[RECORD SET]

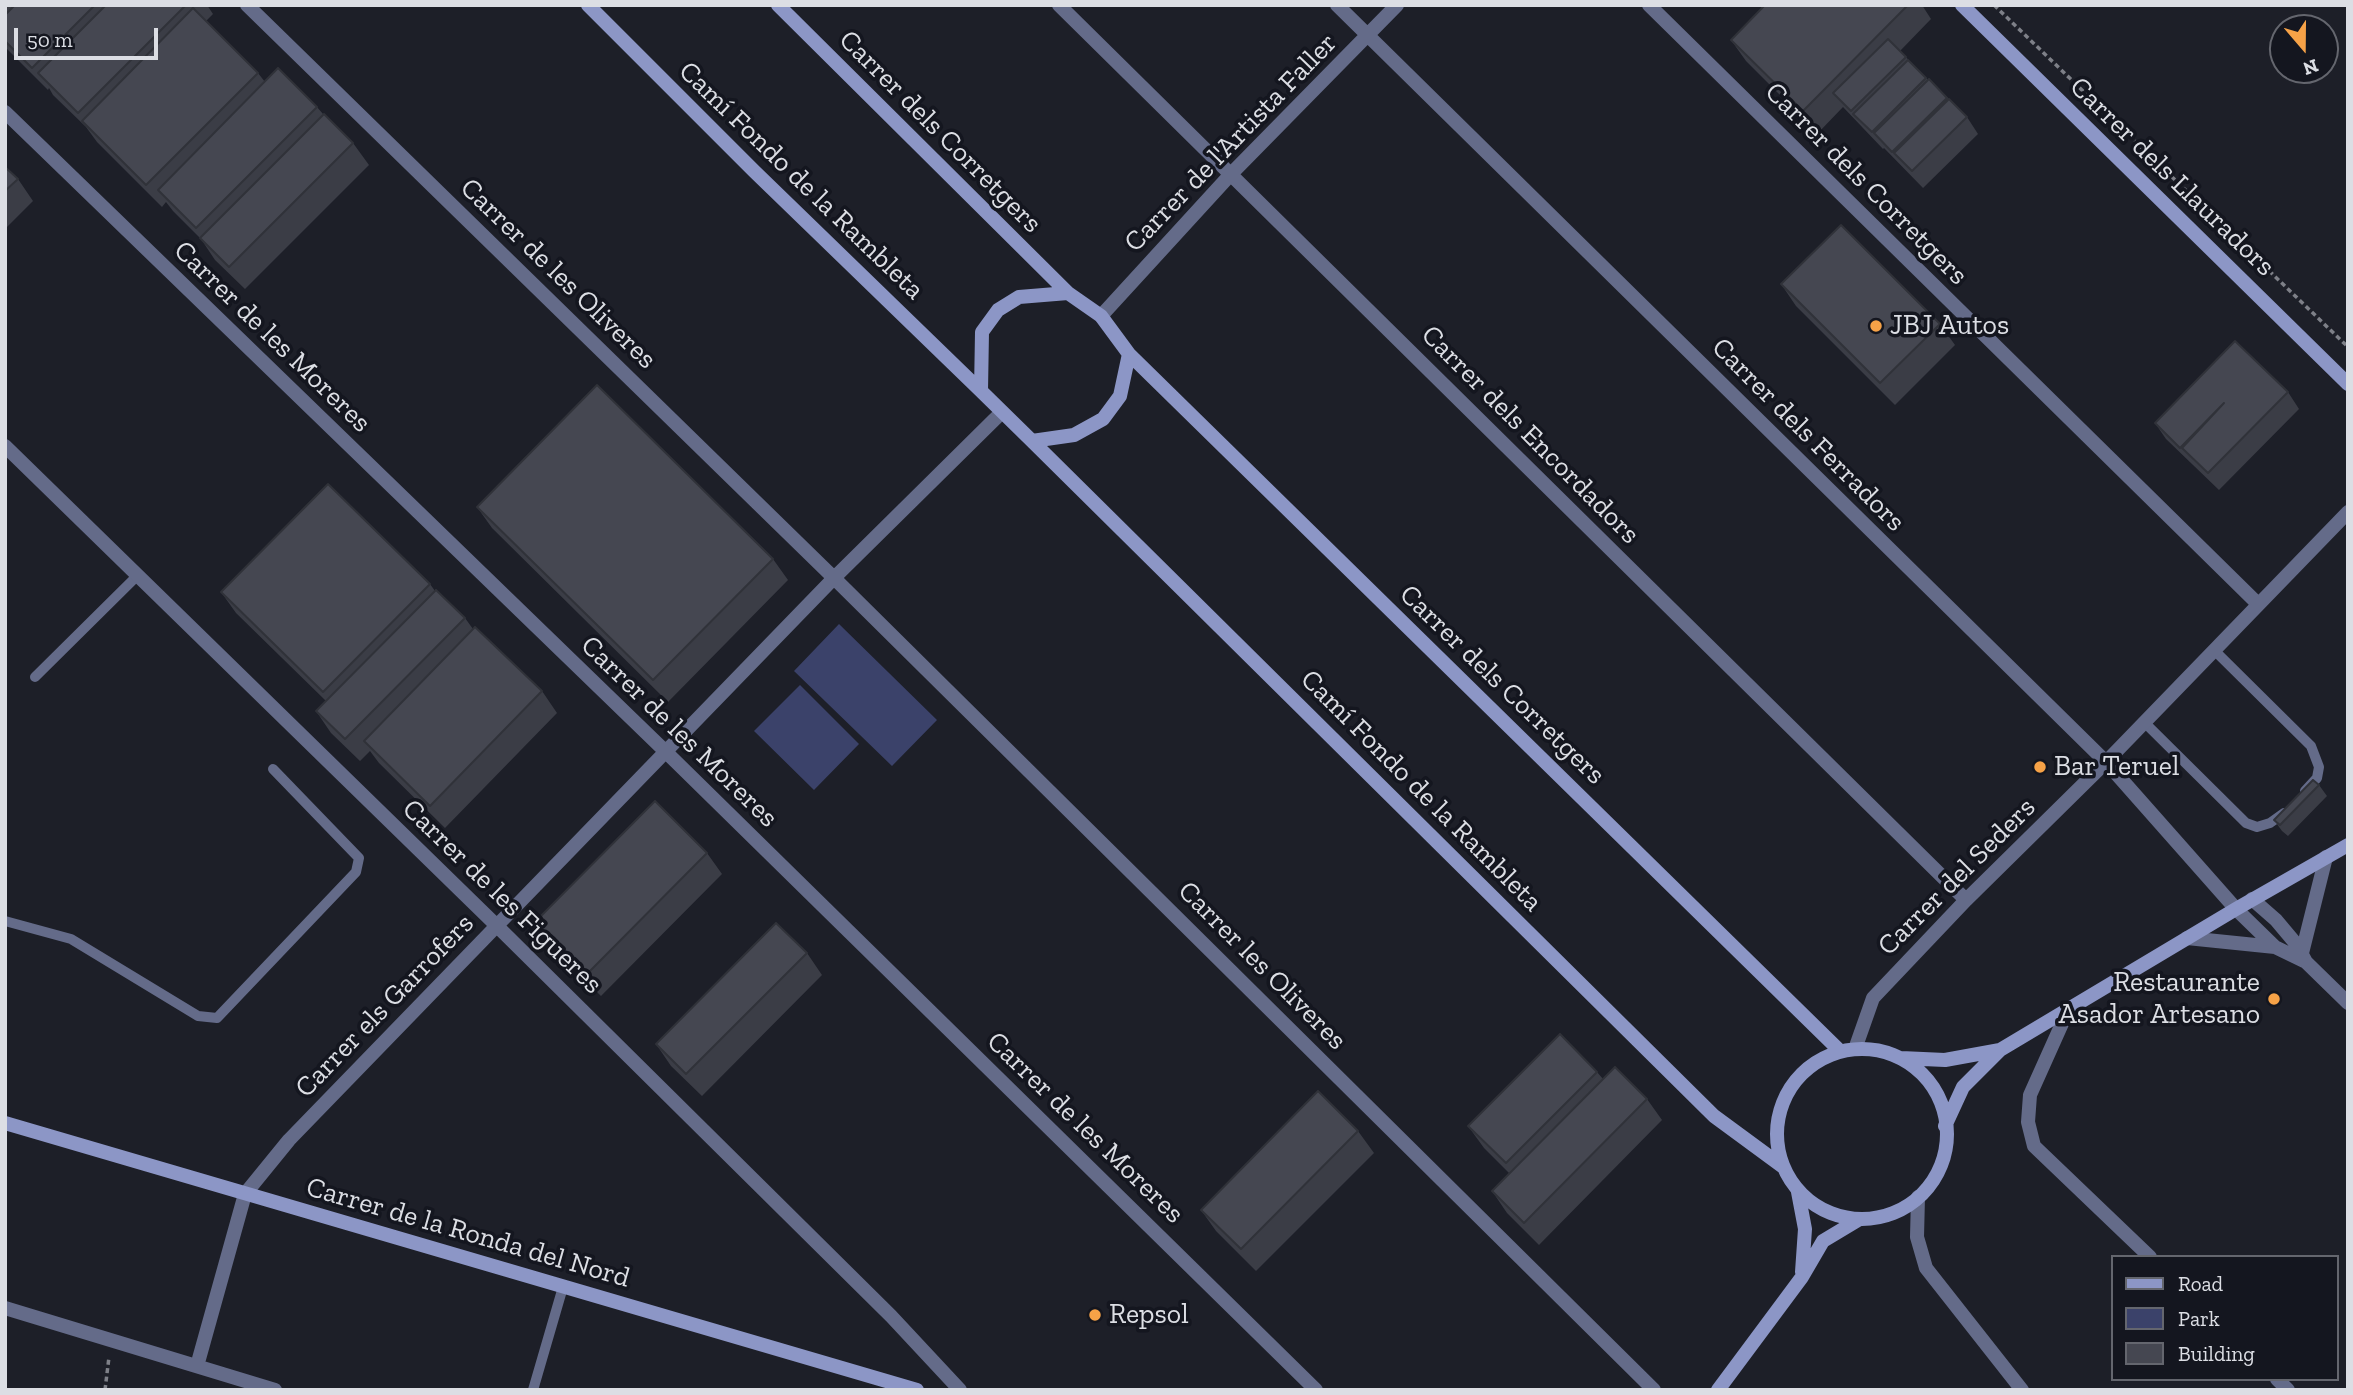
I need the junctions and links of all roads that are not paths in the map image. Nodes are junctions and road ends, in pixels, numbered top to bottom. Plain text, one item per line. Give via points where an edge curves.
1 (247, 5) edge
2 (588, 5) edge
3 (778, 5) edge
4 (1059, 5) edge
5 (1337, 5) edge
6 (1397, 5) edge
7 (1649, 5) edge
8 (1962, 5) edge
9 (1367, 35) junction
10 (5, 111) edge
11 (1231, 174) junction
12 (1068, 293) junction
13 (1101, 316) junction
14 (1129, 354) junction
15 (2348, 384) edge
16 (981, 391) junction
17 (1001, 413) junction
18 (1032, 441) junction
19 (5, 446) edge
20 (2348, 512) edge
21 (138, 575) junction
22 (834, 578) junction
23 (2258, 604) junction
24 (2214, 650) junction
25 (35, 677) dead end
26 (2144, 722) junction
27 (666, 752) junction
28 (2106, 762) junction
29 (273, 769) dead end
30 (2300, 797) edge
31 (2291, 806) edge
32 (2348, 845) edge
33 (2326, 857) junction
34 (2252, 899) junction
35 (1966, 900) junction
36 (2236, 909) junction
37 (5, 921) edge
38 (498, 926) junction
39 (2186, 938) junction
40 (2275, 947) junction
41 (2304, 958) junction
42 (2348, 1003) edge
43 (2069, 1008) junction
44 (1856, 1049) junction
45 (2000, 1050) junction
46 (1840, 1051) junction
47 (1901, 1058) junction
48 (5, 1123) edge
49 (1945, 1126) junction
50 (1782, 1166) junction
51 (1798, 1192) junction
52 (245, 1194) junction
53 (1918, 1197) junction
54 (1858, 1220) junction
55 (2148, 1255) edge
56 (1802, 1277) junction
57 (563, 1287) junction
58 (5, 1308) edge
59 (197, 1366) junction
60 (275, 1390) edge
61 (533, 1390) edge
62 (917, 1390) edge
63 (960, 1390) edge
64 (1316, 1390) edge
65 (1654, 1390) edge
66 (1718, 1390) edge
67 (2022, 1390) edge

1 - 22 street, Carrer de les Oliveres
2 - 16 street, Camí Fondo de la Rambleta
3 - 12 street, Carrer dels Corretgers
4 - 11 street, Carrer dels Encordadors
5 - 9 street, Carrer dels Ferradors
6 - 9 street, Carrer de l'Artista Faller
7 - 23 street, Carrer dels Corretgers
8 - 15 street, Carrer dels Llauradors
9 - 11 street, Carrer de l'Artista Faller
9 - 28 street, Carrer dels Ferradors
10 - 27 street, Carrer de les Moreres
11 - 13 street, Carrer de l'Artista Faller
11 - 35 street, Carrer dels Encordadors
12 - 13 street
12 - 16 street via 1019,297 998,310 982,332
13 - 14 street
14 - 18 street via 1120,396 1103,419 1074,435
14 - 46 street, Carrer dels Corretgers
16 - 17 street
17 - 18 street
17 - 22 street, Carrer els Garrofers
18 - 50 street, Camí Fondo de la Rambleta via 1714,1116
19 - 21 street, Carrer de les Figueres
20 - 23 street, Carrer del Seders
21 - 25 lane
21 - 38 street, Carrer de les Figueres
22 - 27 street, Carrer els Garrofers
22 - 65 street, Carrer les Oliveres
23 - 24 street, Carrer del Seders
24 - 26 street, Carrer del Seders
24 - 30 lane via 2316,754 2317,778
26 - 28 street, Carrer del Seders
26 - 31 lane via 2246,822 2258,827 2270,823
27 - 38 street, Carrer els Garrofers
27 - 64 street, Carrer de les Moreres
28 - 35 street, Carrer del Seders
28 - 36 street, Carrer dels Ferradors
29 - 37 lane via 359,858 356,872 218,1018 198,1016 71,939
32 - 33 street
33 - 34 street
33 - 41 street
34 - 36 street
34 - 41 street via 2276,920
35 - 44 street, Carrer del Seders via 1873,998
36 - 39 street
36 - 40 street, Carrer dels Ferradors
38 - 52 street, Carrer els Garrofers via 289,1140
38 - 63 street, Carrer de les Figueres
39 - 40 street
39 - 43 street
40 - 41 street
41 - 42 street
43 - 45 street
43 - 55 street via 2030,1095 2028,1122 2034,1146
44 - 46 street
44 - 47 street
45 - 47 street via 1945,1060
45 - 49 street via 1963,1087
46 - 50 street via 1813,1064 1784,1100 1776,1128
47 - 49 street via 1925,1076 1941,1101
48 - 52 street, Carrer de la Ronda del Nord
49 - 53 street via 1948,1142 1940,1171
50 - 51 street
51 - 54 street via 1821,1210
51 - 56 street via 1805,1228
52 - 57 street, Carrer de la Ronda del Nord
52 - 59 street, Carrer els Garrofers
53 - 54 street via 1888,1216
53 - 67 street via 1917,1237 1926,1268
54 - 56 street via 1823,1241
56 - 66 street
57 - 61 lane
57 - 62 street, Carrer de la Ronda del Nord
58 - 59 street
59 - 60 street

[/RECORD SET]

__ASSIGNMENT__. The records above need to be copied exactly, with the pictures left out.

__OUTPUT__.
I need the junctions and links of all roads that are not paths in the map image. Nodes are junctions and road ends, in pixels, numbered top to bottom. Plain text, one item per line. Give via points where an edge curves.
1 (247, 5) edge
2 (588, 5) edge
3 (778, 5) edge
4 (1059, 5) edge
5 (1337, 5) edge
6 (1397, 5) edge
7 (1649, 5) edge
8 (1962, 5) edge
9 (1367, 35) junction
10 (5, 111) edge
11 (1231, 174) junction
12 (1068, 293) junction
13 (1101, 316) junction
14 (1129, 354) junction
15 (2348, 384) edge
16 (981, 391) junction
17 (1001, 413) junction
18 (1032, 441) junction
19 (5, 446) edge
20 (2348, 512) edge
21 (138, 575) junction
22 (834, 578) junction
23 (2258, 604) junction
24 (2214, 650) junction
25 (35, 677) dead end
26 (2144, 722) junction
27 (666, 752) junction
28 (2106, 762) junction
29 (273, 769) dead end
30 (2300, 797) edge
31 (2291, 806) edge
32 (2348, 845) edge
33 (2326, 857) junction
34 (2252, 899) junction
35 (1966, 900) junction
36 (2236, 909) junction
37 (5, 921) edge
38 (498, 926) junction
39 (2186, 938) junction
40 (2275, 947) junction
41 (2304, 958) junction
42 (2348, 1003) edge
43 (2069, 1008) junction
44 (1856, 1049) junction
45 (2000, 1050) junction
46 (1840, 1051) junction
47 (1901, 1058) junction
48 (5, 1123) edge
49 (1945, 1126) junction
50 (1782, 1166) junction
51 (1798, 1192) junction
52 (245, 1194) junction
53 (1918, 1197) junction
54 (1858, 1220) junction
55 (2148, 1255) edge
56 (1802, 1277) junction
57 (563, 1287) junction
58 (5, 1308) edge
59 (197, 1366) junction
60 (275, 1390) edge
61 (533, 1390) edge
62 (917, 1390) edge
63 (960, 1390) edge
64 (1316, 1390) edge
65 (1654, 1390) edge
66 (1718, 1390) edge
67 (2022, 1390) edge

1 - 22 street, Carrer de les Oliveres
2 - 16 street, Camí Fondo de la Rambleta
3 - 12 street, Carrer dels Corretgers
4 - 11 street, Carrer dels Encordadors
5 - 9 street, Carrer dels Ferradors
6 - 9 street, Carrer de l'Artista Faller
7 - 23 street, Carrer dels Corretgers
8 - 15 street, Carrer dels Llauradors
9 - 11 street, Carrer de l'Artista Faller
9 - 28 street, Carrer dels Ferradors
10 - 27 street, Carrer de les Moreres
11 - 13 street, Carrer de l'Artista Faller
11 - 35 street, Carrer dels Encordadors
12 - 13 street
12 - 16 street via 1019,297 998,310 982,332
13 - 14 street
14 - 18 street via 1120,396 1103,419 1074,435
14 - 46 street, Carrer dels Corretgers
16 - 17 street
17 - 18 street
17 - 22 street, Carrer els Garrofers
18 - 50 street, Camí Fondo de la Rambleta via 1714,1116
19 - 21 street, Carrer de les Figueres
20 - 23 street, Carrer del Seders
21 - 25 lane
21 - 38 street, Carrer de les Figueres
22 - 27 street, Carrer els Garrofers
22 - 65 street, Carrer les Oliveres
23 - 24 street, Carrer del Seders
24 - 26 street, Carrer del Seders
24 - 30 lane via 2316,754 2317,778
26 - 28 street, Carrer del Seders
26 - 31 lane via 2246,822 2258,827 2270,823
27 - 38 street, Carrer els Garrofers
27 - 64 street, Carrer de les Moreres
28 - 35 street, Carrer del Seders
28 - 36 street, Carrer dels Ferradors
29 - 37 lane via 359,858 356,872 218,1018 198,1016 71,939
32 - 33 street
33 - 34 street
33 - 41 street
34 - 36 street
34 - 41 street via 2276,920
35 - 44 street, Carrer del Seders via 1873,998
36 - 39 street
36 - 40 street, Carrer dels Ferradors
38 - 52 street, Carrer els Garrofers via 289,1140
38 - 63 street, Carrer de les Figueres
39 - 40 street
39 - 43 street
40 - 41 street
41 - 42 street
43 - 45 street
43 - 55 street via 2030,1095 2028,1122 2034,1146
44 - 46 street
44 - 47 street
45 - 47 street via 1945,1060
45 - 49 street via 1963,1087
46 - 50 street via 1813,1064 1784,1100 1776,1128
47 - 49 street via 1925,1076 1941,1101
48 - 52 street, Carrer de la Ronda del Nord
49 - 53 street via 1948,1142 1940,1171
50 - 51 street
51 - 54 street via 1821,1210
51 - 56 street via 1805,1228
52 - 57 street, Carrer de la Ronda del Nord
52 - 59 street, Carrer els Garrofers
53 - 54 street via 1888,1216
53 - 67 street via 1917,1237 1926,1268
54 - 56 street via 1823,1241
56 - 66 street
57 - 61 lane
57 - 62 street, Carrer de la Ronda del Nord
58 - 59 street
59 - 60 street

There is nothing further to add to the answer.